▶ [PROBLEM TO SOLVE]: Show every line from the data below that includes "Badalati".

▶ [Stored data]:
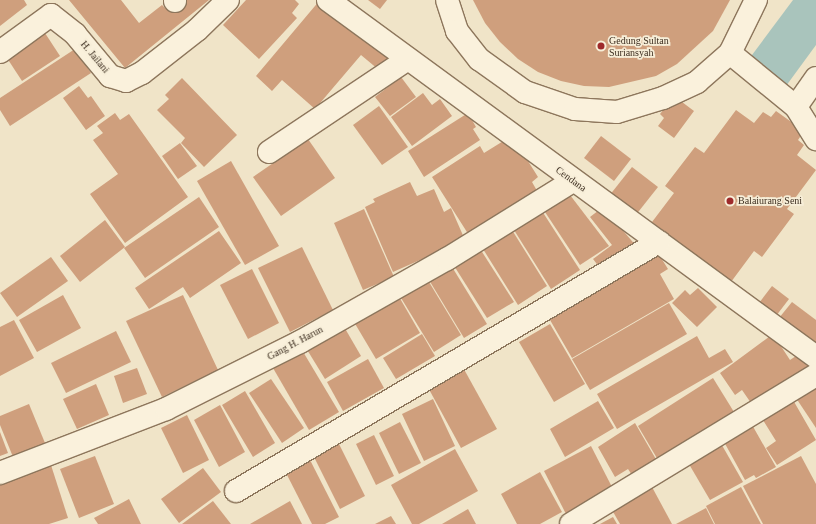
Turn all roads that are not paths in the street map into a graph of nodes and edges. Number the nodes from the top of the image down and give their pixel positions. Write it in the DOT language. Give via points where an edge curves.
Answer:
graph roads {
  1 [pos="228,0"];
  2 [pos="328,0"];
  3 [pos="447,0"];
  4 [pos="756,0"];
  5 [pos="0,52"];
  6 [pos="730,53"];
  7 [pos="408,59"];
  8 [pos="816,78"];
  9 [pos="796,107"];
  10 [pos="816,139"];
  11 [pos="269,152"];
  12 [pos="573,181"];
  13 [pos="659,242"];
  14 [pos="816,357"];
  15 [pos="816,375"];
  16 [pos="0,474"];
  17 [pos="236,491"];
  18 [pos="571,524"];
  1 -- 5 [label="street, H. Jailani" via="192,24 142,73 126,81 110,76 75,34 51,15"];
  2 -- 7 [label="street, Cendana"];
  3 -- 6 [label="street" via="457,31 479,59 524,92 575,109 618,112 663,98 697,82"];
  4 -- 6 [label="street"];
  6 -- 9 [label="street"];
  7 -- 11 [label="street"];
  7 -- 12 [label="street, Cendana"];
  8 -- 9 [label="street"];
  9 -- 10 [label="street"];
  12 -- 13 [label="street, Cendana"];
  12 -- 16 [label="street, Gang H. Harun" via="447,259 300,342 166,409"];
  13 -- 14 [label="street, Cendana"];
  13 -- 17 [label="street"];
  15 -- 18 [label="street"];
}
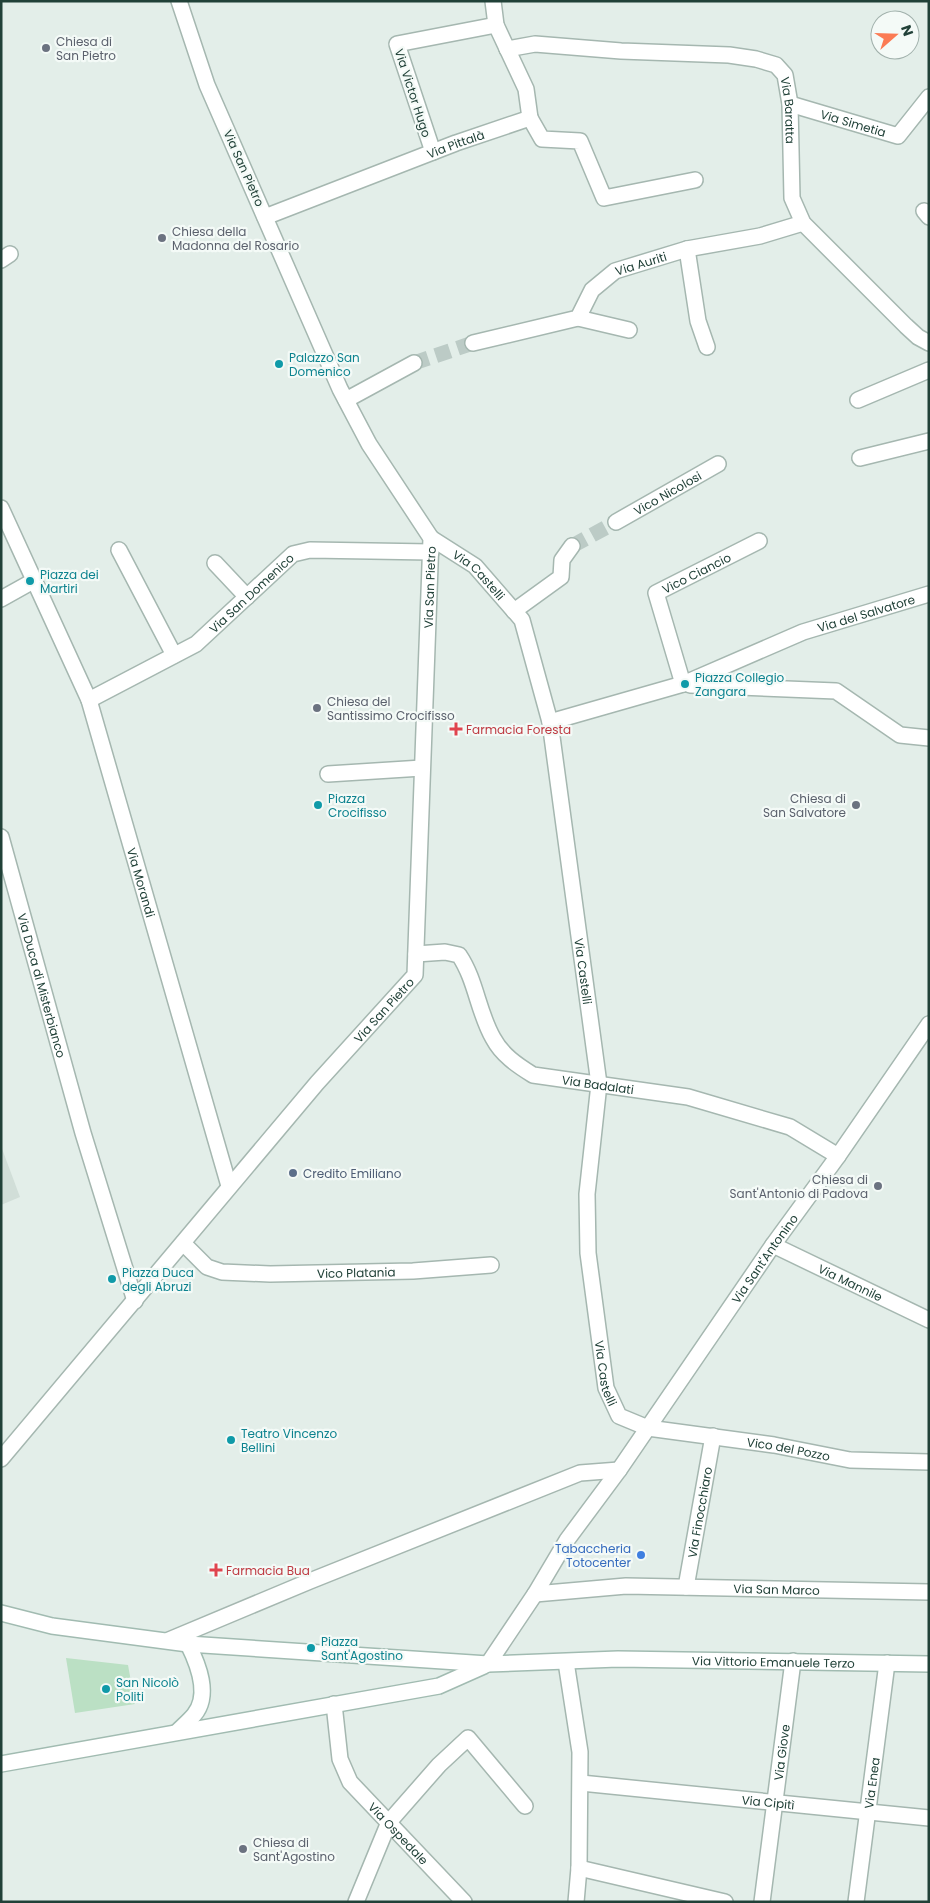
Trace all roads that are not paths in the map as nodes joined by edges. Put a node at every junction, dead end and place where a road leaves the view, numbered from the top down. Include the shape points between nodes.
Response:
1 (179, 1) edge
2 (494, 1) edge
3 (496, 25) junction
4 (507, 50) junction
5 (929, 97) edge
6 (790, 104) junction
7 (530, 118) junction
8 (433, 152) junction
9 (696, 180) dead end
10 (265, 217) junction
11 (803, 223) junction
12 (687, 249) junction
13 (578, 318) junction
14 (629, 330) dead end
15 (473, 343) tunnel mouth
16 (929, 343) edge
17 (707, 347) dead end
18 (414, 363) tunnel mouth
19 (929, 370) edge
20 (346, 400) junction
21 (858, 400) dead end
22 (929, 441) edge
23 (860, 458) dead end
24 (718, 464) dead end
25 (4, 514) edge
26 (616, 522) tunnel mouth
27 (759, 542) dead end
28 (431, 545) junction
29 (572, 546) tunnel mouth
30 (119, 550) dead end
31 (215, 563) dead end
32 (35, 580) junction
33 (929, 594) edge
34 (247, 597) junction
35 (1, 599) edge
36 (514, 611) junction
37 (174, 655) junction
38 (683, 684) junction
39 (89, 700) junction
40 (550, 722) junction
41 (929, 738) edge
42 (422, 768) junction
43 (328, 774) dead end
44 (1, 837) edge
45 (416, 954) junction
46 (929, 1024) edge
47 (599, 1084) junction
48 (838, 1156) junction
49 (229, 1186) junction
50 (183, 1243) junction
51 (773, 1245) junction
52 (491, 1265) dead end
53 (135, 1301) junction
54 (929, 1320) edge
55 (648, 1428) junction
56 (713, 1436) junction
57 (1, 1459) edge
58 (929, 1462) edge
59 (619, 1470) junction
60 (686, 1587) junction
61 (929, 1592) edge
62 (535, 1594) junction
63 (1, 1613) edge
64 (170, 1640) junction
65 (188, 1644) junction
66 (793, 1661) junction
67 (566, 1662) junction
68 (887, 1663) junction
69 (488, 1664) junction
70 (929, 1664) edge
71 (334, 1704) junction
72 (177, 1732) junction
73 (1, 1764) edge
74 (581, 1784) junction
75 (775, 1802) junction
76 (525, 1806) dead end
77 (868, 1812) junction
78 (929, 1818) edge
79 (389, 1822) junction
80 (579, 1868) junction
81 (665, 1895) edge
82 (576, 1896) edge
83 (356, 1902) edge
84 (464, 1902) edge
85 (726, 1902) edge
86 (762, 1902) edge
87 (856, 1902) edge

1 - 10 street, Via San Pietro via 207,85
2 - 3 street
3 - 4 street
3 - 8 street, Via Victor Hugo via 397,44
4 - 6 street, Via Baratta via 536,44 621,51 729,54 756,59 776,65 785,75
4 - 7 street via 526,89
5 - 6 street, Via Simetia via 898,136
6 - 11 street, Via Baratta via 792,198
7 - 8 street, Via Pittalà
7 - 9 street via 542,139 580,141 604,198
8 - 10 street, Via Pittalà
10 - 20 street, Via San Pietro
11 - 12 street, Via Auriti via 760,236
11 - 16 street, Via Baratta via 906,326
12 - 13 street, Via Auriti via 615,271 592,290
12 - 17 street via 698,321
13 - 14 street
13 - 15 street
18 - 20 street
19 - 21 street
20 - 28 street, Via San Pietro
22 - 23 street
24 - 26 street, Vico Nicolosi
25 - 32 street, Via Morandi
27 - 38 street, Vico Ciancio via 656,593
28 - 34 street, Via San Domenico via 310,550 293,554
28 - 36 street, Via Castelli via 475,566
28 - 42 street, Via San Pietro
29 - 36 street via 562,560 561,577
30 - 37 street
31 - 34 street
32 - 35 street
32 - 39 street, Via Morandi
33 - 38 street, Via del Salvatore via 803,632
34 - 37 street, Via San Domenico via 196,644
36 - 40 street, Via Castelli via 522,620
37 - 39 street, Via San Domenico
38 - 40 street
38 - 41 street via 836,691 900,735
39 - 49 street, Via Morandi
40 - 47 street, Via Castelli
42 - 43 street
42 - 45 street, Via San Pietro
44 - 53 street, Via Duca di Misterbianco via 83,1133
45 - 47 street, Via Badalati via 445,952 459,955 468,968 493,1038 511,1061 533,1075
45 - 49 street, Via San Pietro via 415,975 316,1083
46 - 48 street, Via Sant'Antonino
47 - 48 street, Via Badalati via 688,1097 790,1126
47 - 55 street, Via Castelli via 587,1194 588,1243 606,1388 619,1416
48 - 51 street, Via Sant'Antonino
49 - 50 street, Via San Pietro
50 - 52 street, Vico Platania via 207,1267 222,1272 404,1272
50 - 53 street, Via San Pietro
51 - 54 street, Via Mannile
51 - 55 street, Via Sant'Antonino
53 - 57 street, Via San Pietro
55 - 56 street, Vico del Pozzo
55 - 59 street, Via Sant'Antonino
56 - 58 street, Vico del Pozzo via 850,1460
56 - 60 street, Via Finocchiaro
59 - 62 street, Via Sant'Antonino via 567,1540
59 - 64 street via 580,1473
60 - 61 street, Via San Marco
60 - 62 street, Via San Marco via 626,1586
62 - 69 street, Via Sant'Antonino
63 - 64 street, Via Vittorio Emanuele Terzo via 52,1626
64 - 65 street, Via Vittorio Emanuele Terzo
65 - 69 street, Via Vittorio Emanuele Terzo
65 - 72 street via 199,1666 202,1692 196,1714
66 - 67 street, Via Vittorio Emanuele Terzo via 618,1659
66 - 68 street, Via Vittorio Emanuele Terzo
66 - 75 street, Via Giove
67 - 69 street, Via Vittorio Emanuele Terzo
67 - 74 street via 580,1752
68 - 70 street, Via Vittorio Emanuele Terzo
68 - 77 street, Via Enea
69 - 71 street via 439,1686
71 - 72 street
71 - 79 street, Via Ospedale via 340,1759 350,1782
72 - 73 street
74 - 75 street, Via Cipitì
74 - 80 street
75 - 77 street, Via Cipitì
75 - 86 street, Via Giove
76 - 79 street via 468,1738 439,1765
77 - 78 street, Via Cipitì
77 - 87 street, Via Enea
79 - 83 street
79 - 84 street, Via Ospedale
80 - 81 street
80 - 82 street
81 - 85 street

▶ [SOLUTION]:
45 - 47 street, Via Badalati via 445,952 459,955 468,968 493,1038 511,1061 533,1075
47 - 48 street, Via Badalati via 688,1097 790,1126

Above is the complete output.